Supplied records.

********************

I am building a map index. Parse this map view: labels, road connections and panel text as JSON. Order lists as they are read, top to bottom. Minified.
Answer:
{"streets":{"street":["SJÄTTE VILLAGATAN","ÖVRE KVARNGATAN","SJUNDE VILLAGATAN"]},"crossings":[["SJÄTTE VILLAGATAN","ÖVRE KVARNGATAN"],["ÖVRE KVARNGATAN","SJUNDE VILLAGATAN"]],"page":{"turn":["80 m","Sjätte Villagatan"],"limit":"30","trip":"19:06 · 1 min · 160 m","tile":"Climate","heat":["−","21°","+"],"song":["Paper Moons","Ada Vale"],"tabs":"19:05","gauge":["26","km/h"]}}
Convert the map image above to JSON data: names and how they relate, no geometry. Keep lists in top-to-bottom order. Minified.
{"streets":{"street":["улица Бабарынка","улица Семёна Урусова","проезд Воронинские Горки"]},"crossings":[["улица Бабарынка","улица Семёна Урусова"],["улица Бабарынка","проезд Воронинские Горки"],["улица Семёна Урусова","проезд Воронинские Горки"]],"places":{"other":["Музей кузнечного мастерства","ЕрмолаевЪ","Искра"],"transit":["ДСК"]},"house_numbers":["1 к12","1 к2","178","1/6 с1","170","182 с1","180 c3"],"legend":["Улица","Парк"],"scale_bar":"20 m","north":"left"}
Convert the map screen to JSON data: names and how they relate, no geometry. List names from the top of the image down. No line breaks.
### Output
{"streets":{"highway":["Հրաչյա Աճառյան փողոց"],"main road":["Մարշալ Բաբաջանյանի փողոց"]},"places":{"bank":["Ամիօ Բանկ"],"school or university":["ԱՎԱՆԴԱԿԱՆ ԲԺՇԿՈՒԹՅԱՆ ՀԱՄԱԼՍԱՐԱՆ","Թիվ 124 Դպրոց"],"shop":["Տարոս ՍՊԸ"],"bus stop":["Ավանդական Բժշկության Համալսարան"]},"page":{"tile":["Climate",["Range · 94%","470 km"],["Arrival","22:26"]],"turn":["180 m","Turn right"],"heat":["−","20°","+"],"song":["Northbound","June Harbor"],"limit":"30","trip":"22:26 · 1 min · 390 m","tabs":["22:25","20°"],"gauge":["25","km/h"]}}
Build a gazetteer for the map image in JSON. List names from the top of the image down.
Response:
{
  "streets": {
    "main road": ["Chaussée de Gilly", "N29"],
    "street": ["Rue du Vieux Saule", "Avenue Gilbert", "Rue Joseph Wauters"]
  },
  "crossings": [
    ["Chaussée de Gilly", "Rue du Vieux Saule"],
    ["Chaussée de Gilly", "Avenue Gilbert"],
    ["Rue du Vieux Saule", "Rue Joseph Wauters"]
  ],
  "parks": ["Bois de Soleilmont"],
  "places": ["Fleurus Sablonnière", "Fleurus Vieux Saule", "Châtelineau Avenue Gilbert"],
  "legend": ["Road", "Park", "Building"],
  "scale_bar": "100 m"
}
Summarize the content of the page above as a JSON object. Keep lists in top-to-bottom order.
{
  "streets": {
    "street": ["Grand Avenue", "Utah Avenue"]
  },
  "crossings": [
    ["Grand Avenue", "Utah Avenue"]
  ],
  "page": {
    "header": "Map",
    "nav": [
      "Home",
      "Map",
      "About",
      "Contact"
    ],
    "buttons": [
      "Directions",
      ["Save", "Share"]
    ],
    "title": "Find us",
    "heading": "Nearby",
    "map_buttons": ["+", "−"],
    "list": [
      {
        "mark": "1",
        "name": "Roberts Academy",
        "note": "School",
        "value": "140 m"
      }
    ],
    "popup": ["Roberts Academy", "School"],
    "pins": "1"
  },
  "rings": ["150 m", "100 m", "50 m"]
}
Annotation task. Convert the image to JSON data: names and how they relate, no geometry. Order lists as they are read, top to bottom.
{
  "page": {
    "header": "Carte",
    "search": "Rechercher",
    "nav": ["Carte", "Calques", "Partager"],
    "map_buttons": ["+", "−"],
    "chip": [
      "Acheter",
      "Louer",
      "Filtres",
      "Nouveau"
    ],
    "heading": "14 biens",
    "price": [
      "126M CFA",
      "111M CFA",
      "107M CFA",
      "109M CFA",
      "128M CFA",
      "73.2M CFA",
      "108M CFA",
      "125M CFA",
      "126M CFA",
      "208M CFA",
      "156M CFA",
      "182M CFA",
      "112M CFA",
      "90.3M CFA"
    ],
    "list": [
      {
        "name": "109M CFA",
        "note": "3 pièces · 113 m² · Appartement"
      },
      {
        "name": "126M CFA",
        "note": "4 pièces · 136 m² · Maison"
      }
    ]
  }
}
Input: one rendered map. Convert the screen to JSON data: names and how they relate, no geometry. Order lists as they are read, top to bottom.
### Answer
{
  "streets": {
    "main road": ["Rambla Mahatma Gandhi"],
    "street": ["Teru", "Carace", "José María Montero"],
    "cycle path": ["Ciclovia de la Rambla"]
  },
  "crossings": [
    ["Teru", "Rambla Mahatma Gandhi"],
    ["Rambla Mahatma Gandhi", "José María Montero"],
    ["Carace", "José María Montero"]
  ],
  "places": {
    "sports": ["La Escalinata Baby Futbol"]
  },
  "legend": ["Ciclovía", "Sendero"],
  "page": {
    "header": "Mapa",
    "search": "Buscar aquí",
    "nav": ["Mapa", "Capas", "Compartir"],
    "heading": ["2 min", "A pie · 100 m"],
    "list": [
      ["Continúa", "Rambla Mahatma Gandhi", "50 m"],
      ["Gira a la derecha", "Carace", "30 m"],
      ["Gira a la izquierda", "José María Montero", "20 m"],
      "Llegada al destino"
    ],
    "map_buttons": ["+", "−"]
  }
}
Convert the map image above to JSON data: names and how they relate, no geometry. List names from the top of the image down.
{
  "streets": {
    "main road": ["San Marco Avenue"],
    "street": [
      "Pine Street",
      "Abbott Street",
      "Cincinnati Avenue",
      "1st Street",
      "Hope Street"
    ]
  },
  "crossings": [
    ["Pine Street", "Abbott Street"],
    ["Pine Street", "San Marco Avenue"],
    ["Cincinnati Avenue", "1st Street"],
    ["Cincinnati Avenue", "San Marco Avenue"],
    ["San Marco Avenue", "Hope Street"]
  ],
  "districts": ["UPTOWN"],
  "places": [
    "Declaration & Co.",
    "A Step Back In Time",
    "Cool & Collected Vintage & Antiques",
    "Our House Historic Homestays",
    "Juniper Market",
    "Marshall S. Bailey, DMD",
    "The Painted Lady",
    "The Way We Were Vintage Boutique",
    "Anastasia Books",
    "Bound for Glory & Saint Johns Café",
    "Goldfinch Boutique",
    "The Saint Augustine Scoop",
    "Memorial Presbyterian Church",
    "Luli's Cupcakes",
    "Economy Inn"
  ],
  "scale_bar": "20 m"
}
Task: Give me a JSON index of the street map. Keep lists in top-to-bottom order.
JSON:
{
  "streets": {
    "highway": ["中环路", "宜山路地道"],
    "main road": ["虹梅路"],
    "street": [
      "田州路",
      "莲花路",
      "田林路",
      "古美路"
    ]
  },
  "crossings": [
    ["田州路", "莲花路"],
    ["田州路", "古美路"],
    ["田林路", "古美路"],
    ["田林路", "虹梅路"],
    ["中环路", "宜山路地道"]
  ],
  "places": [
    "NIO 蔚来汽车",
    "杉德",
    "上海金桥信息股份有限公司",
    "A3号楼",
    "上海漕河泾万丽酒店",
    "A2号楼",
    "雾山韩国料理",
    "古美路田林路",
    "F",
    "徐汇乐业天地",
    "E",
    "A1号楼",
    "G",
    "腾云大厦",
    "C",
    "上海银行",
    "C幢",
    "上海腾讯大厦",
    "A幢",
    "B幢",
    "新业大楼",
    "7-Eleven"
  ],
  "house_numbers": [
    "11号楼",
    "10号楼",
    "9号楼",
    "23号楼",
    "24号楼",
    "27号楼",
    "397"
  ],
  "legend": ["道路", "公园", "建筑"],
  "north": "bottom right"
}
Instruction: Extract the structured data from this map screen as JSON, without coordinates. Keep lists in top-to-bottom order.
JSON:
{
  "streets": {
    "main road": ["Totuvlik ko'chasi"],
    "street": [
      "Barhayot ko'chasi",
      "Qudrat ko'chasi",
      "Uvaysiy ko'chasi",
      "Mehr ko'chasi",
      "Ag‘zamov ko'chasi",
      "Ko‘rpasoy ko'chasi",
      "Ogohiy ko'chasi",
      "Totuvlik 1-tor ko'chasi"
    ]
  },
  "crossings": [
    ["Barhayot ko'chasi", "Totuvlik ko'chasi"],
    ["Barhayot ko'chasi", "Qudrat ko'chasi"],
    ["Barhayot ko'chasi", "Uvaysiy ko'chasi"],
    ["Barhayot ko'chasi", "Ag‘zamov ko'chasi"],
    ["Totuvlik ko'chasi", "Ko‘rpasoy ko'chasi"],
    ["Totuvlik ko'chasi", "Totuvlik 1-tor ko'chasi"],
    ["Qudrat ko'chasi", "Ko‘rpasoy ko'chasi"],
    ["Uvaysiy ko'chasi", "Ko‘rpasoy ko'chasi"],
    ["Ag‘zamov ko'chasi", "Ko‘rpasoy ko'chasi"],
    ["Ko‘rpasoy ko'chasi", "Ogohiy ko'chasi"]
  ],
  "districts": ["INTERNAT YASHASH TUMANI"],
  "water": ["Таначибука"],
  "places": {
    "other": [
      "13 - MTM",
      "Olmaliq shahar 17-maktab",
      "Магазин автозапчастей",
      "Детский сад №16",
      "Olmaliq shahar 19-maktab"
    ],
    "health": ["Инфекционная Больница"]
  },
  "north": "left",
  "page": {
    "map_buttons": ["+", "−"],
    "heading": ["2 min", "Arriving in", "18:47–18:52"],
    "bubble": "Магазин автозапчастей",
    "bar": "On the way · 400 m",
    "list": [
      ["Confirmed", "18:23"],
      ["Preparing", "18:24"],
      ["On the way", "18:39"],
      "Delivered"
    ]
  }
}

********************

Work item. Take each line above that contains "rpasoy" and copy it out.

Answer section.
      "Ko‘rpasoy ko'chasi",
    ["Totuvlik ko'chasi", "Ko‘rpasoy ko'chasi"],
    ["Qudrat ko'chasi", "Ko‘rpasoy ko'chasi"],
    ["Uvaysiy ko'chasi", "Ko‘rpasoy ko'chasi"],
    ["Ag‘zamov ko'chasi", "Ko‘rpasoy ko'chasi"],
    ["Ko‘rpasoy ko'chasi", "Ogohiy ko'chasi"]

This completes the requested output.